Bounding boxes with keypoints
···
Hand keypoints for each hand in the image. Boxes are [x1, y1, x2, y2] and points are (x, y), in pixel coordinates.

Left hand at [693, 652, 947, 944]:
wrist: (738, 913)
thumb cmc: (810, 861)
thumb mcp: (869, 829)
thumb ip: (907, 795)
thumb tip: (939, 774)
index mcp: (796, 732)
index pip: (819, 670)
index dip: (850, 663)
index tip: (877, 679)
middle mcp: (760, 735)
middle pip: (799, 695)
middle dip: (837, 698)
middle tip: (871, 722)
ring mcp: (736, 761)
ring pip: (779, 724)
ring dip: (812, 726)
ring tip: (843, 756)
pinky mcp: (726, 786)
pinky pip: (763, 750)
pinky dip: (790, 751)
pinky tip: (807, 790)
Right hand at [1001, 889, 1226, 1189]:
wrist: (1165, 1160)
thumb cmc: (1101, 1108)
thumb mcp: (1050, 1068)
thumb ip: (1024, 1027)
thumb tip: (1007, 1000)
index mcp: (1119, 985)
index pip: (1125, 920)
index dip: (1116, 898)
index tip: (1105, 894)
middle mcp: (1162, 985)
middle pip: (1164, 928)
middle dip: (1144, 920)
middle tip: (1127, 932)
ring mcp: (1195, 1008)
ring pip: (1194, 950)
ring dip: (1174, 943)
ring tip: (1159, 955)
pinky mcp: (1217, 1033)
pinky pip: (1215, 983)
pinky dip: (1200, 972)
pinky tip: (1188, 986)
···
Starting at the line that has "ring pip: (779, 724)" in the records above, restate word for word every line until the one that has "middle dip: (1144, 920)", and include that one as well.

[Response]:
ring pip: (779, 724)
ring dip: (812, 726)
ring tip: (843, 756)
pinky mcp: (726, 786)
pinky pip: (763, 750)
pinky dip: (790, 751)
pinky tip: (807, 790)
Right hand at [1001, 889, 1226, 1189]:
wrist: (1165, 1160)
thumb cmc: (1101, 1108)
thumb mcp: (1050, 1068)
thumb ip: (1024, 1027)
thumb tip: (1007, 1000)
index mcp: (1119, 985)
index pip: (1125, 920)
index dip: (1116, 898)
index tip: (1105, 894)
middle mcp: (1162, 985)
middle pip: (1164, 928)
middle dip: (1144, 920)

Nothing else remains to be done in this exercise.